In days gone by, hard-pressed aquarists had a difficult time of it if they wanted to keep their fish in optimum condition. Trips to local streams and ponds were made to collect live foods such as daphnia and various worms. Earthworms were cultured or dug from gardens and every fish-keeper had a secret recipe concocted in the kitchen from such items as chopped liver, spinach and hard-boiled eggs. The only prepared foods available were the inaccurately named “ant eggs” (actually dried ant pupae) which as a staple food were pretty much useless.
All that changed in the 1950s when the German scientist, Dr. Ulrich Baensch founded the Tetra Company in Melle, Germany. Baensch pioneered the development of flake fish foods and produced the first commercially successful product – TetraMin® flake food. Made from four different types of flakes and fortified with vitamins it was named after tetra – meaning four and the last syllable of vitamin.

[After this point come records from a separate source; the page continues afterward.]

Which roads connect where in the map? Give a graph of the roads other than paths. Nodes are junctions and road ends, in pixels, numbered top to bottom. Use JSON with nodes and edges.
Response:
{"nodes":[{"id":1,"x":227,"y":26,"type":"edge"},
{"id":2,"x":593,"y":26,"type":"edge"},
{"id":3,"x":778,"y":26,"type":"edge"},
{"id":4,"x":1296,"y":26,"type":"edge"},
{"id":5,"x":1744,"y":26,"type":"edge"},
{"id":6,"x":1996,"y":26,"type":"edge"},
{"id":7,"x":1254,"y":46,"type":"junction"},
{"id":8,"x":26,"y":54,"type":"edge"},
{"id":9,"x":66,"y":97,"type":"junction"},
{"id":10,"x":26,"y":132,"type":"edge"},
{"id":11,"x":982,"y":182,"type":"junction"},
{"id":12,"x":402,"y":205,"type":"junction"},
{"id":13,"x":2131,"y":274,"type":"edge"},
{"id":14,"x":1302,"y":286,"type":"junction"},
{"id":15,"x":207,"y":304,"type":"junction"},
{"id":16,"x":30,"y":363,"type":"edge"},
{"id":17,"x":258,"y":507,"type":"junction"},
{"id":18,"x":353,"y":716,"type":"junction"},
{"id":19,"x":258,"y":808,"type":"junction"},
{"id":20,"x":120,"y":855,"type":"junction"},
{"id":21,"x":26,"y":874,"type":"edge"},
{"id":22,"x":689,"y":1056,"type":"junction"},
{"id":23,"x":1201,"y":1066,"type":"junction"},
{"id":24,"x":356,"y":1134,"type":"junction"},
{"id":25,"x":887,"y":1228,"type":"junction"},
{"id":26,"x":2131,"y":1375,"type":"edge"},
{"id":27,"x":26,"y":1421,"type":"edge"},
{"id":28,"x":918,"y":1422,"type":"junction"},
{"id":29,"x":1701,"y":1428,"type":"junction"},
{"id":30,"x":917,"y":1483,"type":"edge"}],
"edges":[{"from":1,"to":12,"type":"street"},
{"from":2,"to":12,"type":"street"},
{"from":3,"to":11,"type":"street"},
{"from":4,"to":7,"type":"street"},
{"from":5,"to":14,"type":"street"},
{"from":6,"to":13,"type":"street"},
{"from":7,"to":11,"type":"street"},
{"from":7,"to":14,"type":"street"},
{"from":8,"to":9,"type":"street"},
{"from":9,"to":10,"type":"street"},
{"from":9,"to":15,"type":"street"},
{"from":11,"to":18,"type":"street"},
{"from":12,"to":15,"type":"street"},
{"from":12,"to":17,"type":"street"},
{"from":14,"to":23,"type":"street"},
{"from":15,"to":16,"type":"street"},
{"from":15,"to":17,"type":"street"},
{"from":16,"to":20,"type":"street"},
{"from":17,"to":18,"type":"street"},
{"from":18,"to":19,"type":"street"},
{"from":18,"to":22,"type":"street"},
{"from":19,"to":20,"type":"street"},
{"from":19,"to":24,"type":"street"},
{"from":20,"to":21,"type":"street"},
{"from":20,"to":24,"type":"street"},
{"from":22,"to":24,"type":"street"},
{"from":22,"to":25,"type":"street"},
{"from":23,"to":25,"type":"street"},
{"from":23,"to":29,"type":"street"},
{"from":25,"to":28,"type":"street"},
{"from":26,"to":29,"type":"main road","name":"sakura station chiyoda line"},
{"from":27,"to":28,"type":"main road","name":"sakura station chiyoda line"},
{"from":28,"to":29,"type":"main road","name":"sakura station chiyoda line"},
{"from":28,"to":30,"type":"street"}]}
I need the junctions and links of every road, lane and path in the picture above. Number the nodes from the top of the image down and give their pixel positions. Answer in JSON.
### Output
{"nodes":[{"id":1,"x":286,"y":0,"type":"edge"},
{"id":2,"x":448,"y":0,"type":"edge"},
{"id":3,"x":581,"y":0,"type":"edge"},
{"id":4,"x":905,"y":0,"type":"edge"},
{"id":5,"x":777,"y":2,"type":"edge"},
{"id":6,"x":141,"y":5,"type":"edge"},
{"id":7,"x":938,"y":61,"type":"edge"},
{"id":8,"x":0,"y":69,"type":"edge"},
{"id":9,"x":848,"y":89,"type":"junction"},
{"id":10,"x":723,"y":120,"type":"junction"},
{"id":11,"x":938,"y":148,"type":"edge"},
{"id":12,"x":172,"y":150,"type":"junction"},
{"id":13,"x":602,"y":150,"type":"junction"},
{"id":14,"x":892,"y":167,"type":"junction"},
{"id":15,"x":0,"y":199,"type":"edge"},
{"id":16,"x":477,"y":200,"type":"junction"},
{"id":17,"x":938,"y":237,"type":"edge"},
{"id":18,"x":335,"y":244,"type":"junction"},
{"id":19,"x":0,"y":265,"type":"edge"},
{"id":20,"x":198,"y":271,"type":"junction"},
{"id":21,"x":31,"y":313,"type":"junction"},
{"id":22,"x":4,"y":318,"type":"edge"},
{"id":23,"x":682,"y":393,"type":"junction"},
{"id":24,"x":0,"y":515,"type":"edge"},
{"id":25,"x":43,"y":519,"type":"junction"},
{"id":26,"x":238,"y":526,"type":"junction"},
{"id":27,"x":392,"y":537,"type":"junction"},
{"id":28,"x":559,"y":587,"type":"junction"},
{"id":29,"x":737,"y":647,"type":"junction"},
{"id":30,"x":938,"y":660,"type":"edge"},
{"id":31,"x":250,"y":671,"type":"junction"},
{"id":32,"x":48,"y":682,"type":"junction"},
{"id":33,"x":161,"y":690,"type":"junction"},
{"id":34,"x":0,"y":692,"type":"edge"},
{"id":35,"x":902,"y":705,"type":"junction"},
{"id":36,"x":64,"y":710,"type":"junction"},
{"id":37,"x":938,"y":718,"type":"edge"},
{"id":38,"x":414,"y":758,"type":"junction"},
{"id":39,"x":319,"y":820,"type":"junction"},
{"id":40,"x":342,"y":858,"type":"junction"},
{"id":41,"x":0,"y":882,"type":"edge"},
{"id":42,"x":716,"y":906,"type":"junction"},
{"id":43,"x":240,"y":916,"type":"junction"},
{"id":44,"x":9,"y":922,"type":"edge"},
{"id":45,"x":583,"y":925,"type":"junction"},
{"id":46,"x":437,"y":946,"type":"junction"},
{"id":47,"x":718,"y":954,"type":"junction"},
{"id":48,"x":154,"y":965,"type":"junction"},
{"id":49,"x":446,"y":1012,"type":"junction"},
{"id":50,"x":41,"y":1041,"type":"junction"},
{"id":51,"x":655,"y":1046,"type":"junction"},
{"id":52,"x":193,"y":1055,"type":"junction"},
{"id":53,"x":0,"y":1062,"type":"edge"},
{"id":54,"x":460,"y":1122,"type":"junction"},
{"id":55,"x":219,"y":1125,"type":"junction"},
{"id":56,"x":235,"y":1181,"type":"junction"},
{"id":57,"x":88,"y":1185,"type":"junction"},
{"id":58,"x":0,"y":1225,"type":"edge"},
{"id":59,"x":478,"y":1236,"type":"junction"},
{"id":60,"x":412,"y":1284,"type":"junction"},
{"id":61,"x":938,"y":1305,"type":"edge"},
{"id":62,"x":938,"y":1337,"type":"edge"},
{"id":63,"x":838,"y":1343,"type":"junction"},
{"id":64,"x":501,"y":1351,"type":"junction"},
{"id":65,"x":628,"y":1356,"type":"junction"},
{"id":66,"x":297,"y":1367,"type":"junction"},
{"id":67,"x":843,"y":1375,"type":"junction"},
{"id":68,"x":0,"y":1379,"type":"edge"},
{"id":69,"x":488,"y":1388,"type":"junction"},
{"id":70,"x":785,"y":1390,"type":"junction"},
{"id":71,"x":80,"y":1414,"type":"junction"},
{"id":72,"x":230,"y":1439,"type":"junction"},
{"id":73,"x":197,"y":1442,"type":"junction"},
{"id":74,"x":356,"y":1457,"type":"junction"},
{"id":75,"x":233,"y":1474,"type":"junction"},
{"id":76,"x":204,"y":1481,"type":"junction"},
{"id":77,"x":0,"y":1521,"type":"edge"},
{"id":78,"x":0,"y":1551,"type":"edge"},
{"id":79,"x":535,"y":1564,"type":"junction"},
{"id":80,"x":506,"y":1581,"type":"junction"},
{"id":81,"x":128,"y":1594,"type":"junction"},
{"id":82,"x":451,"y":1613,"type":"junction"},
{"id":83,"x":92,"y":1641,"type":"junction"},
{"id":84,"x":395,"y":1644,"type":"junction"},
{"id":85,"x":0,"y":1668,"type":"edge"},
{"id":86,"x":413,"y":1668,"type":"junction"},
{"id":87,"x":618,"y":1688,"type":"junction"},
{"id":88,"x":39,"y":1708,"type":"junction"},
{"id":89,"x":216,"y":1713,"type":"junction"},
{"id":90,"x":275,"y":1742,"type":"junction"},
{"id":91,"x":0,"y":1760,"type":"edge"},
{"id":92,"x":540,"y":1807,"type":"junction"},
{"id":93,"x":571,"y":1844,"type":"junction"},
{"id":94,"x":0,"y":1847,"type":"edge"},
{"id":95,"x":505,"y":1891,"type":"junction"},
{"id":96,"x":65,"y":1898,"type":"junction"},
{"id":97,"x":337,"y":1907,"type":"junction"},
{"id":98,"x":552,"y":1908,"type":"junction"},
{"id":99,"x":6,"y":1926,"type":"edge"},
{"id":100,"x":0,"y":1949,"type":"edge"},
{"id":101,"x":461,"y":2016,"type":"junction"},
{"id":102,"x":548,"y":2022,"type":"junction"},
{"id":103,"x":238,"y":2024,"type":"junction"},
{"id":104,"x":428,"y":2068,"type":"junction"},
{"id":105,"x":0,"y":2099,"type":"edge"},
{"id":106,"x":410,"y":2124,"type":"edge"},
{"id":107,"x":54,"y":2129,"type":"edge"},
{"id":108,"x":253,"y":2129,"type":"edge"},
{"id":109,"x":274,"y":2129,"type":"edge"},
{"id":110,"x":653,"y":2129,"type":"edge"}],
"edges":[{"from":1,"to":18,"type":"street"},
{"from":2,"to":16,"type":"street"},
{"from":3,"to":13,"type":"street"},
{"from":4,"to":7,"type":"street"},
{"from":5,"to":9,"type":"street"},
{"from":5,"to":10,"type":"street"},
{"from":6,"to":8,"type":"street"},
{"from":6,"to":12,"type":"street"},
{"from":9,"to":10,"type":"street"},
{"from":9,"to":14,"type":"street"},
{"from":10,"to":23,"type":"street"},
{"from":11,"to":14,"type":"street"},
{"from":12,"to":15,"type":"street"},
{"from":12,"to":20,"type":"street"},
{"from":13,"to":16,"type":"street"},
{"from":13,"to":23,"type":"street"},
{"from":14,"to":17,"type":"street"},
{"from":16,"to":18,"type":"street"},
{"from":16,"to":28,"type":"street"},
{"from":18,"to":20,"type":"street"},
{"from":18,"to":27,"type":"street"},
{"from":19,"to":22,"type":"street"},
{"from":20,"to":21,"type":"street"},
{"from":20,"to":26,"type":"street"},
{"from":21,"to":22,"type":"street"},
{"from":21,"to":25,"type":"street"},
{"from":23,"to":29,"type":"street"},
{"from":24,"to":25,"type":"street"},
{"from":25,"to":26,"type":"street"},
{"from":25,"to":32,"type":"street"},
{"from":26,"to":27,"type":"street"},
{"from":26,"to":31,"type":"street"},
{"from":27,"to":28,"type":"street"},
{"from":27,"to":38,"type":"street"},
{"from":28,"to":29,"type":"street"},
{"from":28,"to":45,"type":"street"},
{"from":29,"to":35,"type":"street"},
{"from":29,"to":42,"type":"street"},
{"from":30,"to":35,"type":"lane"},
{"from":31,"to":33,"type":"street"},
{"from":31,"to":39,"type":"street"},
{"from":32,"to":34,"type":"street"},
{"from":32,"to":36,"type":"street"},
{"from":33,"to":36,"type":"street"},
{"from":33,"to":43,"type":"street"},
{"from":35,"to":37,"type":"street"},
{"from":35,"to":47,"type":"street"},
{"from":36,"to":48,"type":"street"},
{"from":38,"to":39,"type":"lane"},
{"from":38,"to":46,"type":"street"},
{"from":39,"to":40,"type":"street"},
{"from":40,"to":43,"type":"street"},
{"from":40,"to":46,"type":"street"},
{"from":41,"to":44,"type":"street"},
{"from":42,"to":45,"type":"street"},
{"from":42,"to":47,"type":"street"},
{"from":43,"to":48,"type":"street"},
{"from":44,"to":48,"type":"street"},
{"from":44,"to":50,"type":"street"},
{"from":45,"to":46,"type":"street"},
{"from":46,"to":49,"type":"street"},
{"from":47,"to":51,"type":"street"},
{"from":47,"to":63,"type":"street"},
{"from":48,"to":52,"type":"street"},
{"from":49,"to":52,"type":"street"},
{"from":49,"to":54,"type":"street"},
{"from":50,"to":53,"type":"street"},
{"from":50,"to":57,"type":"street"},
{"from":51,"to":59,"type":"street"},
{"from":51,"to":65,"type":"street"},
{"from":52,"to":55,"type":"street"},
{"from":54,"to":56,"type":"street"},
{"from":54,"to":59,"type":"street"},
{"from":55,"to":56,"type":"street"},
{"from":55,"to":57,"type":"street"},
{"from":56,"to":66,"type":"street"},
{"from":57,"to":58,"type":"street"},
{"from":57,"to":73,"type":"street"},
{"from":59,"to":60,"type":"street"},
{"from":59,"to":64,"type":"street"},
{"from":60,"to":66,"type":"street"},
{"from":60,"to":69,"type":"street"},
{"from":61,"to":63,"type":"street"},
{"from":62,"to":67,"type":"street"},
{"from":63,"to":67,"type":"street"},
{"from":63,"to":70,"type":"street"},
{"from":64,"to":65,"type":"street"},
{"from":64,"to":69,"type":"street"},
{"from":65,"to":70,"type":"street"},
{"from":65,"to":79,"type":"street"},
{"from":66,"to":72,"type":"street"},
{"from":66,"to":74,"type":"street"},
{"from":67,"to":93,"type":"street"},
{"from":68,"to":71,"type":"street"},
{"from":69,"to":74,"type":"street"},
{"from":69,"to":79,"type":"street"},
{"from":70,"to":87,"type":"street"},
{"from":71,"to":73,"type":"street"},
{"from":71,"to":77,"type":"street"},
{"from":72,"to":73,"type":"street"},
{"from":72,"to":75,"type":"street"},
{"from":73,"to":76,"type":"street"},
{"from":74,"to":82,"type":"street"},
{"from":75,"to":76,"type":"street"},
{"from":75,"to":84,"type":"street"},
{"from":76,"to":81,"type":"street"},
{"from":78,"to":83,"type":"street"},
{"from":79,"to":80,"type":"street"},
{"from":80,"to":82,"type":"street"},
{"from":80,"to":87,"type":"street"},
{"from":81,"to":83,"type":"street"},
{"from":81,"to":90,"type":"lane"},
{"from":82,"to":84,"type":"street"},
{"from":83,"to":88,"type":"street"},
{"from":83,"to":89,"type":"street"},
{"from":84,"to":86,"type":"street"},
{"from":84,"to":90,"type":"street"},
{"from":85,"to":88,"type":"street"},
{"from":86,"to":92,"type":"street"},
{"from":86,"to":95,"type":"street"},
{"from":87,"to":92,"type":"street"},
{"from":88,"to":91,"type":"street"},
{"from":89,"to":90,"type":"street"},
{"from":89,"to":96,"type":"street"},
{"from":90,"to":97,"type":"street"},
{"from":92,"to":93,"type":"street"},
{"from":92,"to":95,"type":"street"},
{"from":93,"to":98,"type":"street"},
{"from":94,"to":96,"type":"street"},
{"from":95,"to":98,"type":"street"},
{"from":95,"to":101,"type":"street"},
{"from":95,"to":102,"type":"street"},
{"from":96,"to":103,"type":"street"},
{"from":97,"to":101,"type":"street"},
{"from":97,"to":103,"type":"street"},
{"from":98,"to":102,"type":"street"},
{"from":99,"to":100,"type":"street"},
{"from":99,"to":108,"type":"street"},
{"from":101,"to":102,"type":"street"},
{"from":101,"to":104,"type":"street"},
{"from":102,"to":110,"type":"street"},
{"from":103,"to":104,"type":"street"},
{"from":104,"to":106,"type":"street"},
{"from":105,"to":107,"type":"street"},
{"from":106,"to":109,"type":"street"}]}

TetraMin® revolutionised the hobby and soon aquarists had a vast selection of prepared foods from which to choose. Flakes, granules, tablets and now crisps, compete for shelf space at every pet shop and, along with frozen foods, mean there is no longer any need to collect or culture live food in order to keep pet fish hale and hearty.
Flakes and granules tend to float and so many bottom-feeding fish such as catfishes and loaches can miss out and slowly starve. Assigning them the role of scavenger is neither approriate nor humane. Tablets (which sink) should be fed at the same time; this ensures that these fish get sufficient food. Nocturnal fish should be fed when the lights go out.
One tablet on the market is Tabimin, from Tetra. Sold in the distinctive Tetra style yellow plastic tubs it comes in three sizes containing respectively 120, 360 and 1040 tablets. The blurb on the front proclaims proudly – “Complete food for all bottom feeding tropical fish – for energy, colour and vitality”.
These are bold claims! The fact that no single food can be described as complete is acknowledged on Tetra’s website where it states – “Feed Tetra FreshDelica to your fish 2-3 times a week to add variety to their diet.” Any food will supply fish with energy of course and colour too for that matter and vitality isn’t measurable in any meaningful way.
The marketing bull can be forgiven if the product itself is sound and fortunately in this case Tetra has no worries. These tablets really are superb. If the time taken for your fish to consume their food is any indication of quality (and I think it most likely is) then these tablets are the very best. Dropping a tablet into a tank of corydoras produces an immediate response as the sensitive noses of the fish pick up the scent. Within seconds there is a pile of fish clamouring to get at the tablet and within a few minutes it’s gone.
It’s not just catfish that seem to get excited over this food. Sand-sifting cichlids such as kribs (Pelvicachromis pulcher) and rams (Mikrogeophagus ramirezi) can’t get enough of it. Even gouramis and live-bearers will join in the feeding frenzy and shrimps devour it greedily. A particularly entertaining sight was several young Tatia intermedia chasing a tablet around the sand rather like little seals trying to balance a ball on their snout!
The ingredients give little clue to Tabimin’s attraction:
- Milk and milk derivatives
- Fish and fish derivatives
- Vegetable protein extracts
- Molluscs and crustaceans
- Oils and fats
- Various sugars
A varied selection then, ideal for omnivores which most bottom feeders happen to be. The nutritional information is a little more enlightening:
- Protein 43.0%
- Oil 5.0%
- Fibre 1.5%
- Ash 9.5%
- Moisture 8.0%
Clearly heavy on protein. This makes it an ideal food for growing batches of corydoras fry.
Of course the “min” in Tabimin stands for vitamins and there are plenty of those:
- Vitamin A
- Vitamin D3
- Vitamin E
L-ascorbyl-2-polyphosphate by the way is a posh name for vitamin C. So again all the bases covered it seems.
So, all good news then? Well not quite, there is one thing that somewhat takes the shine off this product. Price. A 108g tub, which contains 360 tablets has a Recommended Retail Price of £10.20. That’s almost 3p per tablet! If we take Tetra at their word and feed as much as your fish will eat in a few minutes (probably a couple of tabs) three times daily then you’ll need to buy a new tub every couple of months. If you have one tank that’s not too bad but many hobbyists have multiple tanks. I’m probably not typical but I have a couple of dozen tanks, most with lots of hungry catfish in them! I can easily go through a tub a week if I feed every day. As I’m not made of money I have to restrict the feeding of this product to my young fish that benefit from it the most. I feed the adults with it only once a week.
Even so the product is so good and so effective that I would still recommend that anyone with catfish or loaches get some. If you have a community tank with corydoras catfish then a tablet dropped in after lights out will ensure your fish get all the nutrients they need and not have to rely on scavenging leftovers. Were it not for the rather high price this would be a five star product, even so I give it 4 stars.